26 September, 2010 mcfadyena

Campbellford Parents Fight For A Cure

Sep 26, 2010

Ron Sexsmith to play Cobourg MPS VI benefit

The McFadyens

Paul J. Rellinger / The Independent

TRENT HILLS — Gabriel McFadyen, 4, left, Ellen Buck-McFadyen, Andrew McFadyen, and Isaac McFadyen, 6.
Northumberland News

ByMoya Dillon

CAMPBELLFORD — Andrew and Ellen McFadyen are great examples of the lengths parents will go to for their children.

Their son Isaac, now 6, was diagnosed with MPS VI at the age of 18 months, an extremely rare disease caused by an enzyme deficiency. Since then, the couple has successfully lobbied the government not only to bring the previously-unavailable therapy called Naglazyme to Canada, but also to pay for the expensive treatments, which can run anywhere from $300,000 to $1 million per year. They also founded the Isaac Foundation to raise money in support of ongoing research into MPS, which currently afflicts only five known individuals across the country.

“Because it’s ultra-rare, it makes it hard to lobby governments,” Mr. McFadyen explained, noting a lack of data and studies due to the small population of affected individuals hampers efforts.

“Today we are happy we have that treatment. We call it his lifeboat because it slows the progress of the disease, but it’s definitely not a cure. He has a lot of limitations still.”
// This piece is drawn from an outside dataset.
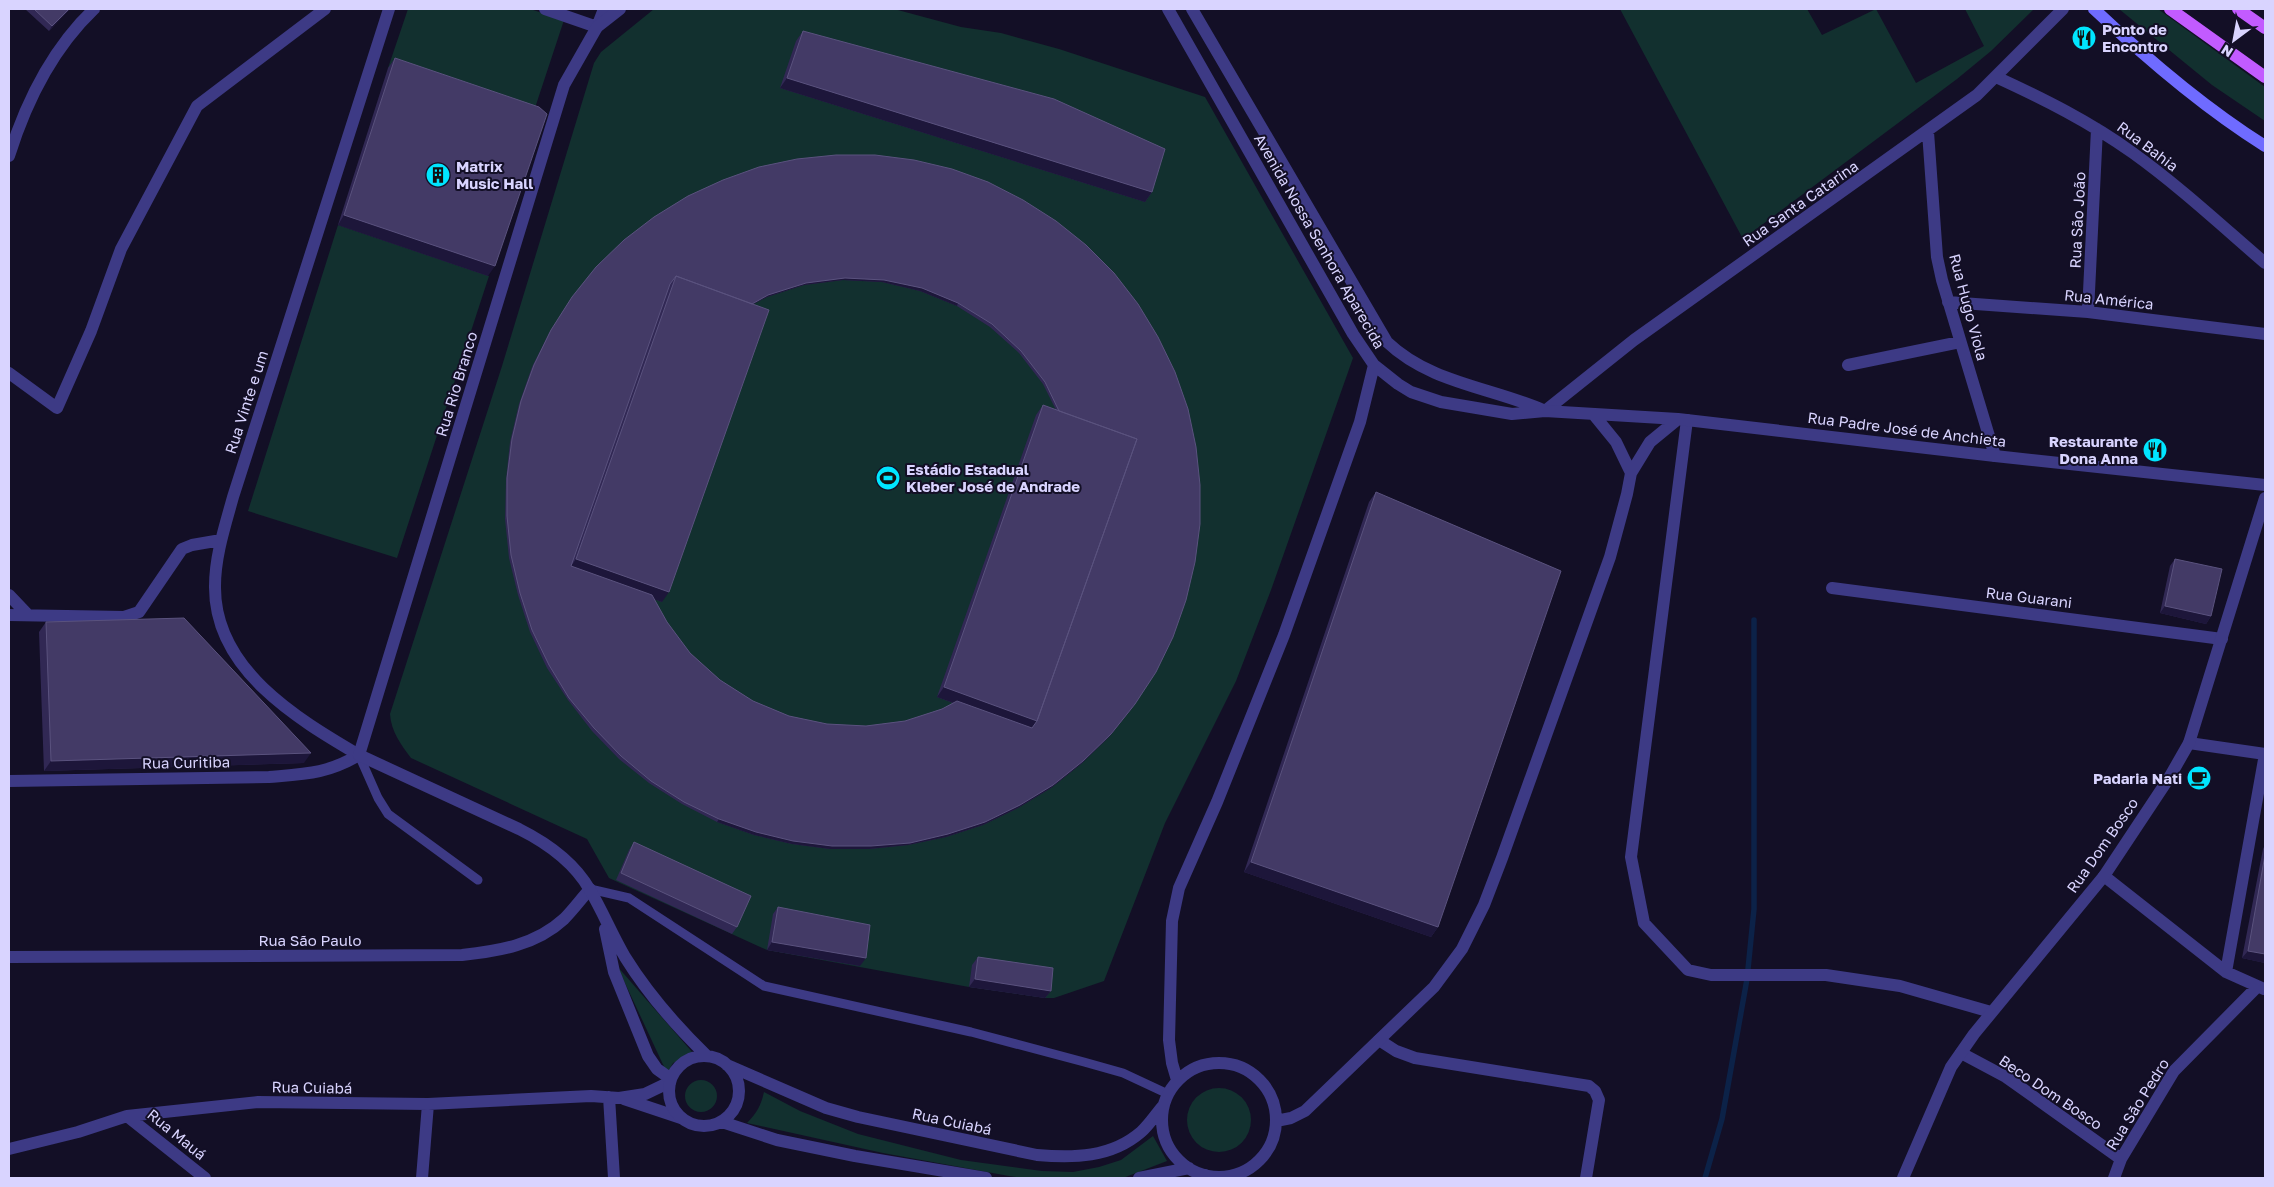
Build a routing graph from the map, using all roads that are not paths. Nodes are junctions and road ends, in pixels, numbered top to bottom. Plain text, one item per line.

Those limitations include not being able to lift his hands above his head, as well as ongoing heart issues and joint stiffening. Isaac’s growth has also effectively shut down, leaving him smaller than other children his age and he must miss one day of school per week to travel to Toronto’s Sick Kids Hospital for treatments, which constitutes a 12 to 13 hour day for him and the rest of the family, including younger brother Gabriel.

The Isaac Foundation has raised $240,000 since its inception in 2005 and is currently funding two research projects, one in New York and one in Australia. Similar projects typically take between 15 and 18 months to get off the ground and the McFadyens try to get out funding as quickly as possible.

“When we receive a proposal, it’s sent to our Medical Advisory Committee right away to evaluate whether or not it has merit,” Mr. McFadyen explained.

“It’s typically one month to at most two before they have their funding. We often feel like we are racing against time with this disease and getting the money out quickly is important. We want to make sure those projects that look promising get started as quickly as possible so they can have the most impact.”

Mr. McFadyen said the family is especially excited about the possibility of one of the research projects entering clinical trials within one year, with Isaac signed up to participate. That type of opportunity wouldn’t have been possible without the support the charity has received over the years, he explains, including public support from celebrities such as John Mayer and The Tragically Hip.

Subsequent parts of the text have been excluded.